====== EXCERPTED DATA

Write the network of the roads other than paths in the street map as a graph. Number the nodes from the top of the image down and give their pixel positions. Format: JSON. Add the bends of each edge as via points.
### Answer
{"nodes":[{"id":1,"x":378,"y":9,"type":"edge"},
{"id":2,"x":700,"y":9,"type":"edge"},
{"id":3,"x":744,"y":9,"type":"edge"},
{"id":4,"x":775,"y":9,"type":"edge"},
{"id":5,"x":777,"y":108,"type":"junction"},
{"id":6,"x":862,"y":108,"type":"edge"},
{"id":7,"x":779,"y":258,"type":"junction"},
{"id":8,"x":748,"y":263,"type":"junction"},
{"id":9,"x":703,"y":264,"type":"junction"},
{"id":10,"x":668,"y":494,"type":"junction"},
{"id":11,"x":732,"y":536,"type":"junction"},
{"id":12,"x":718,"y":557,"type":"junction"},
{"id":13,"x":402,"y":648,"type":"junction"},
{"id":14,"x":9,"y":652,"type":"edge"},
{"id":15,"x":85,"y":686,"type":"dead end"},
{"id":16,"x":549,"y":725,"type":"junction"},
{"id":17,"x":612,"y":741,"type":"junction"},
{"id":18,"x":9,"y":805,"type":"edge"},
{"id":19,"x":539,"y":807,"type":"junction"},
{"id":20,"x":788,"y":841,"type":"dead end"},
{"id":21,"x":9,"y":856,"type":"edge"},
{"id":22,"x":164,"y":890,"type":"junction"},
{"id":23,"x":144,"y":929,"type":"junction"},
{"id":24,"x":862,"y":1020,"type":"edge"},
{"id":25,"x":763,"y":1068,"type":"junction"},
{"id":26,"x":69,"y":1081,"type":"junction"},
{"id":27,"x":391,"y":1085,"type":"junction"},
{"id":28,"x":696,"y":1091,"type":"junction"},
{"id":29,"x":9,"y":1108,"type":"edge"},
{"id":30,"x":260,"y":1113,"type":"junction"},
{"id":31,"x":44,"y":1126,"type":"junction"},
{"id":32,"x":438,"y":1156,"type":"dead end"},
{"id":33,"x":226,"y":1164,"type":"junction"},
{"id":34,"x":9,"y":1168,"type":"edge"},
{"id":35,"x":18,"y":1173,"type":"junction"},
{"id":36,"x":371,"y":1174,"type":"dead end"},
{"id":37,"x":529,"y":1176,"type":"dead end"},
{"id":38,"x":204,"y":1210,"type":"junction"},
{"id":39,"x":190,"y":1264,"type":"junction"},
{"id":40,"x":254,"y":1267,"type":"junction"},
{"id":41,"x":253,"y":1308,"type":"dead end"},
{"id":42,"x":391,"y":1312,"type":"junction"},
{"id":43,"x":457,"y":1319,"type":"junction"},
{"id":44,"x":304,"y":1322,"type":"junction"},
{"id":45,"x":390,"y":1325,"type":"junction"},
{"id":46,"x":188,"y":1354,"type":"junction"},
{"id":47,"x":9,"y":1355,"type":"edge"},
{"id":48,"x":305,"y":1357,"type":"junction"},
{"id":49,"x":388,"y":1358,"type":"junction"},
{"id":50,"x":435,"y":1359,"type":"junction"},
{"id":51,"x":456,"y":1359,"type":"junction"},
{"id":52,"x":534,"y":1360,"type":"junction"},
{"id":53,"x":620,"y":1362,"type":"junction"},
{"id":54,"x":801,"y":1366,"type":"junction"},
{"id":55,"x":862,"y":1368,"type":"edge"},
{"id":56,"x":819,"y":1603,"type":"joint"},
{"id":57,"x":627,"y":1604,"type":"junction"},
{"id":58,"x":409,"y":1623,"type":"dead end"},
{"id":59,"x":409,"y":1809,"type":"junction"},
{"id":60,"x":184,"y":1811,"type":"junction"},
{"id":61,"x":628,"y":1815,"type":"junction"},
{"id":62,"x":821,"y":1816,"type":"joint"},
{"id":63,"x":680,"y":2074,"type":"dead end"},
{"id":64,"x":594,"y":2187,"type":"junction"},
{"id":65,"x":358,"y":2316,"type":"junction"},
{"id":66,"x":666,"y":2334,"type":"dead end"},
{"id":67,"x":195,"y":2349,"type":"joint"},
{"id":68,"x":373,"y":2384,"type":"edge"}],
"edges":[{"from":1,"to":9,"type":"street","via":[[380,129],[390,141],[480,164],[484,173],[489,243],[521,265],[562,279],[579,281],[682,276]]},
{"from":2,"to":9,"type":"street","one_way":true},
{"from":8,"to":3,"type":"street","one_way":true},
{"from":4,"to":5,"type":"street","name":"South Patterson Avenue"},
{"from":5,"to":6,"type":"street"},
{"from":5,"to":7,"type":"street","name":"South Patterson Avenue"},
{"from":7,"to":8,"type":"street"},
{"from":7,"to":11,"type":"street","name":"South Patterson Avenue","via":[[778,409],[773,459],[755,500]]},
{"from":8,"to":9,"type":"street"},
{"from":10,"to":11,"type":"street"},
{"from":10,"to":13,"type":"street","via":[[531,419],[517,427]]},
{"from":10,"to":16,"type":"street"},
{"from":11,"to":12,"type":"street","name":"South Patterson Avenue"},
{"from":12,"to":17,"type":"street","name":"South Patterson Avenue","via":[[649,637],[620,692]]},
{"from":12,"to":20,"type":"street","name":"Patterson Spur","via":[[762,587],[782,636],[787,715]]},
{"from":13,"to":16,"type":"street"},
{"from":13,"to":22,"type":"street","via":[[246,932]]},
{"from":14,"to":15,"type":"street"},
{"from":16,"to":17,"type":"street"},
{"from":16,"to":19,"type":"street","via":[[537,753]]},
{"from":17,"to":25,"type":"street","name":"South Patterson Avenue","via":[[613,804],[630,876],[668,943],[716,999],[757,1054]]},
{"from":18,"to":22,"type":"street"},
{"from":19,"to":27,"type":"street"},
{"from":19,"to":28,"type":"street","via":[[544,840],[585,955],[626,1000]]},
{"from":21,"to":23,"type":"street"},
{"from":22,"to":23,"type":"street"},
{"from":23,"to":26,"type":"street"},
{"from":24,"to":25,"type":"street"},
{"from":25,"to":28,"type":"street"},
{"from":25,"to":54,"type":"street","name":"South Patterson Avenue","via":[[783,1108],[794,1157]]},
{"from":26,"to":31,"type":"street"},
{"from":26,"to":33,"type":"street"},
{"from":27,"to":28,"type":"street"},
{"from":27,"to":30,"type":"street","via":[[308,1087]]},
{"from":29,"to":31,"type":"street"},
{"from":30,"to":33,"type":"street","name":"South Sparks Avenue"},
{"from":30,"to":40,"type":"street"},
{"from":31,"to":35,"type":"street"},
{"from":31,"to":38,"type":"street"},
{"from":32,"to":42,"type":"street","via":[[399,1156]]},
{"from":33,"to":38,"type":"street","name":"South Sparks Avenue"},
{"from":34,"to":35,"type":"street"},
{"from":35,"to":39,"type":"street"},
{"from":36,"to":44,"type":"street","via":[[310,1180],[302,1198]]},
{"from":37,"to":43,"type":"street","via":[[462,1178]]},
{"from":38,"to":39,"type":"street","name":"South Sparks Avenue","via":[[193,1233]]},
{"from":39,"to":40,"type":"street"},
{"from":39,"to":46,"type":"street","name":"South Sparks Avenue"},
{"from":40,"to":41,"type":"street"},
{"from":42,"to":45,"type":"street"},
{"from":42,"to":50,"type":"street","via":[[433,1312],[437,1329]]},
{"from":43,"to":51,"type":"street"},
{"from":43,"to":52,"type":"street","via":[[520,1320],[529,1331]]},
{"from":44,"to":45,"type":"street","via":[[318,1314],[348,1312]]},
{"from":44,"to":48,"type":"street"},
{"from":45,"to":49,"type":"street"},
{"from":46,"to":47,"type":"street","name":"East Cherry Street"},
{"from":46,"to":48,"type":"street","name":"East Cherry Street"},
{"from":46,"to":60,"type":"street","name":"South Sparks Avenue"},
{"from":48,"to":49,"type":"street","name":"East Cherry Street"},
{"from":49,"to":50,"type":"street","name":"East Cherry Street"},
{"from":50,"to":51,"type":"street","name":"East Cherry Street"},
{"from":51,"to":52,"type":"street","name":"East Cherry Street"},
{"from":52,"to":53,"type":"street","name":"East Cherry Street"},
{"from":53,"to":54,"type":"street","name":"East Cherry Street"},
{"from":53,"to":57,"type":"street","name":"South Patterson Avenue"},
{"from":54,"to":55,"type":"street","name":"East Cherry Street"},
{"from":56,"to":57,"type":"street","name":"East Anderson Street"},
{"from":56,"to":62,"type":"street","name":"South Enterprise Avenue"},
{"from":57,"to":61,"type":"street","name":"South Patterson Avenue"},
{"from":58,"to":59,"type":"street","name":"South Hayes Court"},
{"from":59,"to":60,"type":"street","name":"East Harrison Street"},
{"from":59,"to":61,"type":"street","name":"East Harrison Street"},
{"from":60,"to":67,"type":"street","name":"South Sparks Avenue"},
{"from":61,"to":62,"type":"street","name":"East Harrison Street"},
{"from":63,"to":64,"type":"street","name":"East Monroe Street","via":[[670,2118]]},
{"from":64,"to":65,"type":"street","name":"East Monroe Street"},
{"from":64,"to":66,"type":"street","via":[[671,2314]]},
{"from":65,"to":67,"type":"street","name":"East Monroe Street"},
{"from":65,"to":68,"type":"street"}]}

============

DIRECTIONS
Locate the word "Harrison" in the data above. Copy every line carrying it.

ANSWER SECTION
{"from":59,"to":60,"type":"street","name":"East Harrison Street"},
{"from":59,"to":61,"type":"street","name":"East Harrison Street"},
{"from":61,"to":62,"type":"street","name":"East Harrison Street"},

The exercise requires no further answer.